* ASSIGNED TASK:
Filter the records for lines holding the string "thumb".

------------------------

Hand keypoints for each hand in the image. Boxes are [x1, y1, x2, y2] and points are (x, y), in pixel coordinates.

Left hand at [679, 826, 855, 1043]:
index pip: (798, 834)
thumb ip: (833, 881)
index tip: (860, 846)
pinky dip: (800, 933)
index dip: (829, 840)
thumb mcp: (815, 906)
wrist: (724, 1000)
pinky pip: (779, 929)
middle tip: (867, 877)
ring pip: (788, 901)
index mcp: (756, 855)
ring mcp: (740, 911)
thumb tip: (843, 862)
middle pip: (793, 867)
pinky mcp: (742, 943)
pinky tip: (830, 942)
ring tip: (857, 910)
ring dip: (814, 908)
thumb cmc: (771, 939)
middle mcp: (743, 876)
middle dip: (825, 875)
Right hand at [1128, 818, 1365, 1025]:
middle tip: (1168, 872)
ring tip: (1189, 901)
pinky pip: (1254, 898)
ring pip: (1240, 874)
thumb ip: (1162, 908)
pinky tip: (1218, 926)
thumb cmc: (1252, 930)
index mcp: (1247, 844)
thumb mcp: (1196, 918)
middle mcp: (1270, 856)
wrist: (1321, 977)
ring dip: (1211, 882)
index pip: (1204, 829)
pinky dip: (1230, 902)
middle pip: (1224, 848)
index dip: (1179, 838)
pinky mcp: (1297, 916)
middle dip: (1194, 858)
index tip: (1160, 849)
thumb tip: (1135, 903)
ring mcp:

------------------------

* YOUR SOLUTION:
thumb ip: (833, 881)
thumb mcp: (815, 906)
thumb tip: (843, 862)
thumb cmc: (771, 939)
thumb ip: (1162, 908)
thumb cmc: (1252, 930)
thumb mcp: (1196, 918)
thumb tip: (1135, 903)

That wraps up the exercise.